Tonally it’s based on the legendary Fender Deluxe Reverb, so that should mean plenty of top-end chime and a sweetly scooped midrange. Will it also mean a lovely bit of crunch when you crank it? Nope, because there’s no crank to crank: that single control is for output level, not input gain, and we’re promised lots of headroom to ensure it’ll stay clean and take pedals without getting squishy.
The output is a proper quarter-inch type, and this can also be fed to an audio interface for direct recording. It’s TRS so you could even send it to two channels, though as this is a mono device that’s not exactly a major selling point.
Image: Press
EarthQuaker Devices Easy Listening – what does it sound like?
In a sense, the words ‘pure’ and ‘basic’ mean the same thing… but with very different connotations. So yes, the fixed tone of the Easy Listening is pure – it’s clean and bright in classic black-panel Fender style, with a nicely rounded bottom end – but it’s undeniably a little bit basic too.
Maybe a better word is ‘unrefined’: natural compression is a key feature of small amps like the Deluxe Reverb, but here the dynamics are left wide open – which might be why you still get a hint of the dreaded plasticky DI ‘slap’ when you attack a note or chord. This is most noticeable with bridge humbuckers, which can sound alarmingly raw. The good news is, adding dirt pedals definitely helps – and all that headroom does indeed offer a giant playground for them to run around in.

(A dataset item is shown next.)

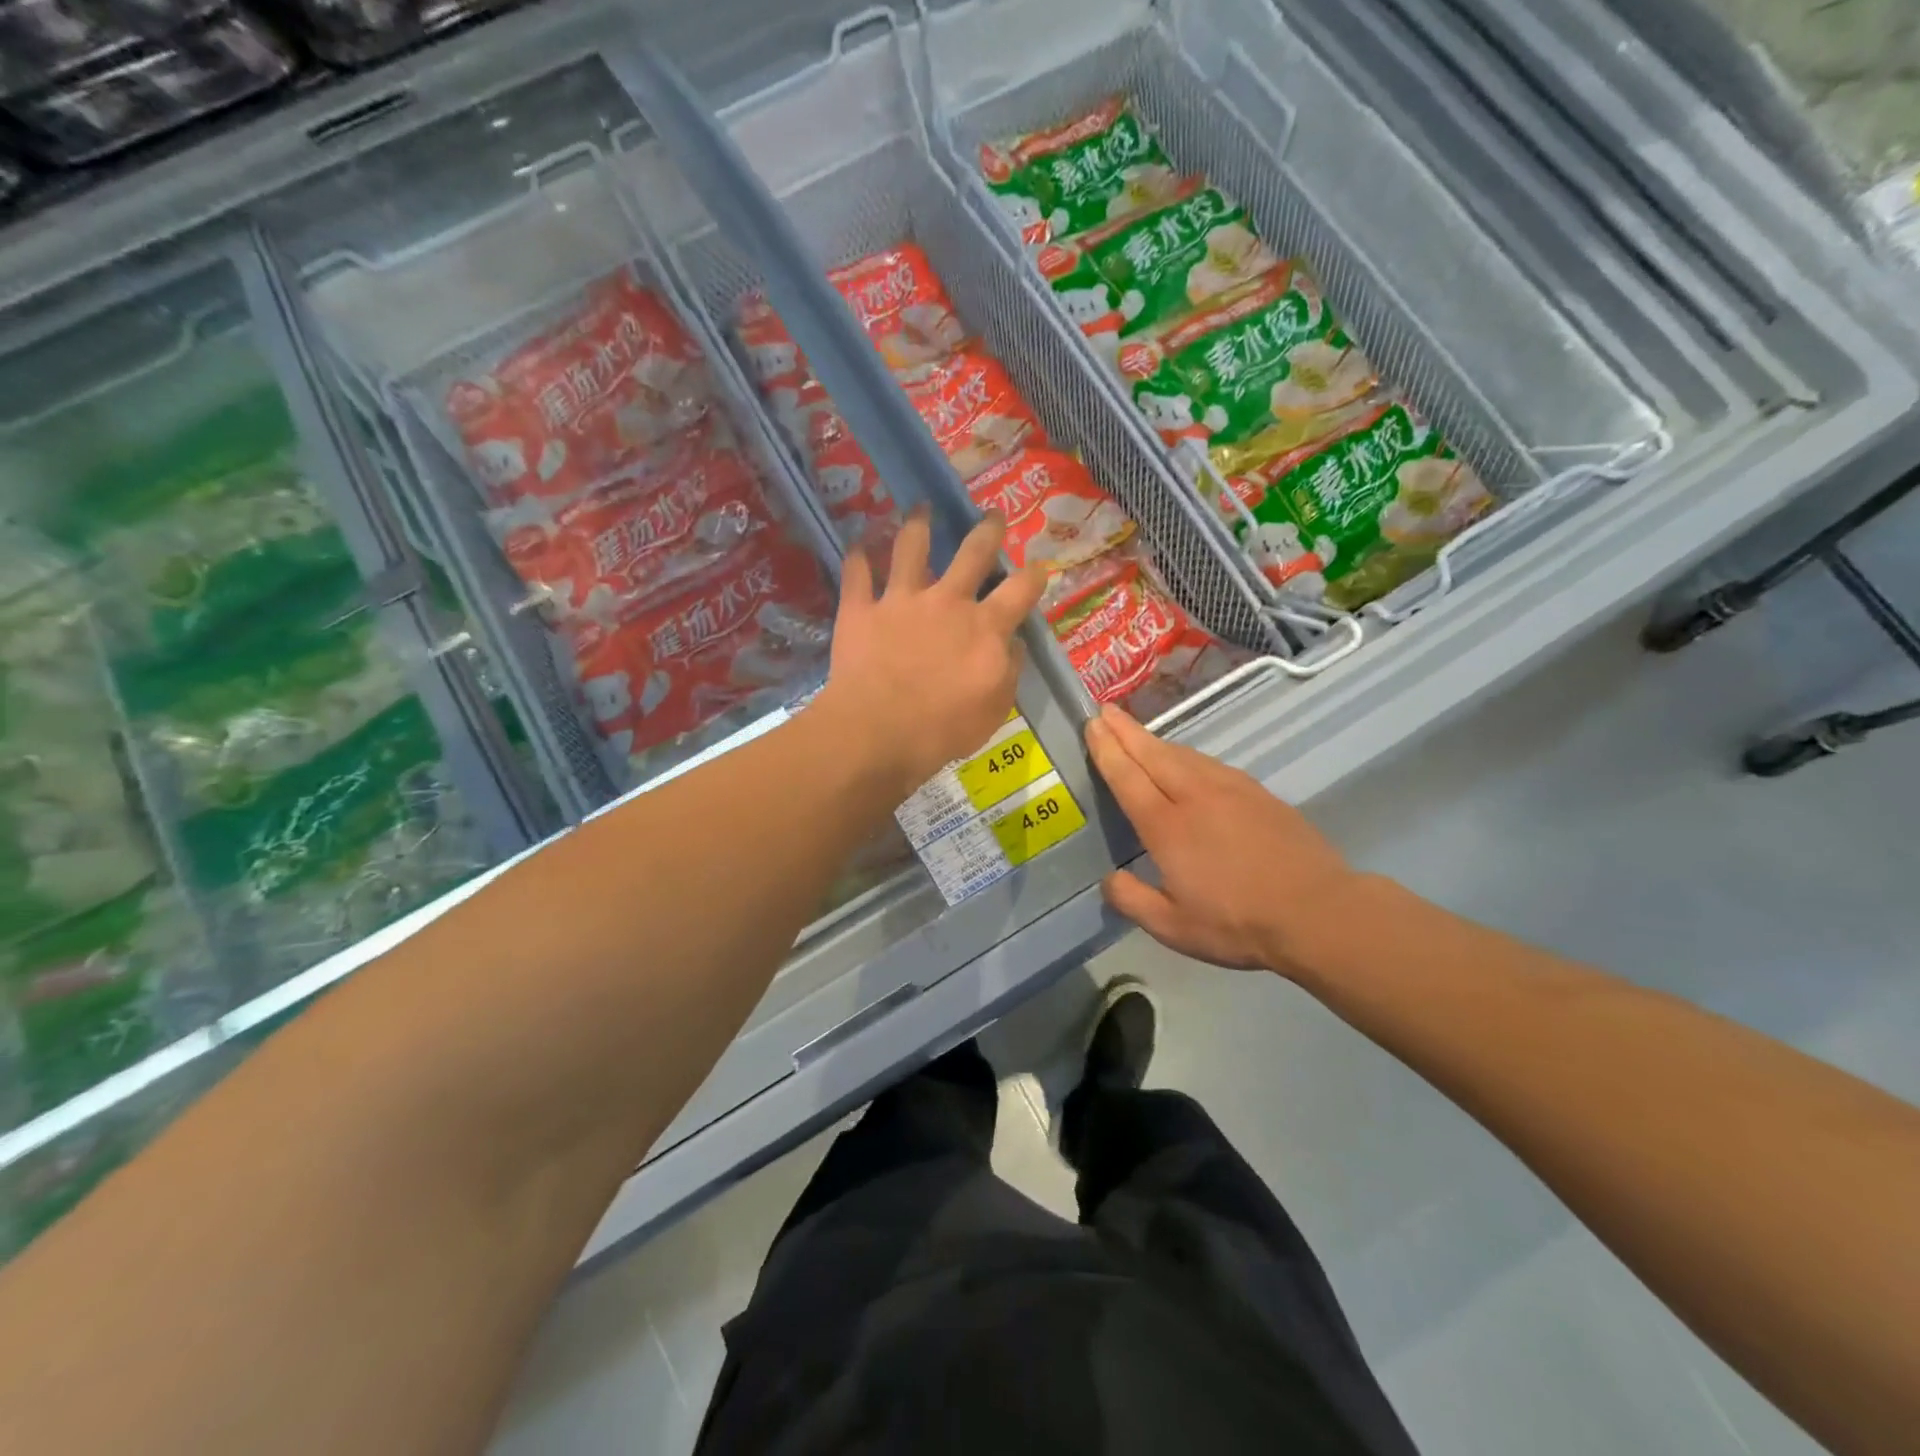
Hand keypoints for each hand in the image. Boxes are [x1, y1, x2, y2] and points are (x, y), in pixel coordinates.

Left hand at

Overdrives that prefer some amp gain to work with might feel somewhat exposed here, but it’s a reliably blank canvas for everything else.
As for recording… well, I wouldn’t use it for anything important, but my test tracks ended up sounding quite respectable with a bit of software compression and reverb plus a slight EQ dip around the 2.5kHz mark. A decent result, then, but don’t throw away your favourite digital amp sim just yet – sometimes it’s good to be complicated.
EarthQuaker Devices Easy Listening – should I buy it?
Be warned: there’s much more to a good amplifier than EQ filtering, so a simulator as stripped-back as this is never going to get you the whole amp experience. But the Easy Listening is pitched as a handy little practice gadget – albeit one with solid made-in-America pedigree – and that’s exactly what you’re getting.
EarthQuaker Devices Easy Listening alternatives
Most modern amp sims are very much digital affairs, but there is a powerful analogue contender in the DSM & Humboldt Simplifier MkII ($359/£349) – and an old-school survivor in the battery-powered Electro-Harmonix Headphone Amp ($52.60), which presumably only exists because they forgot to discontinue it.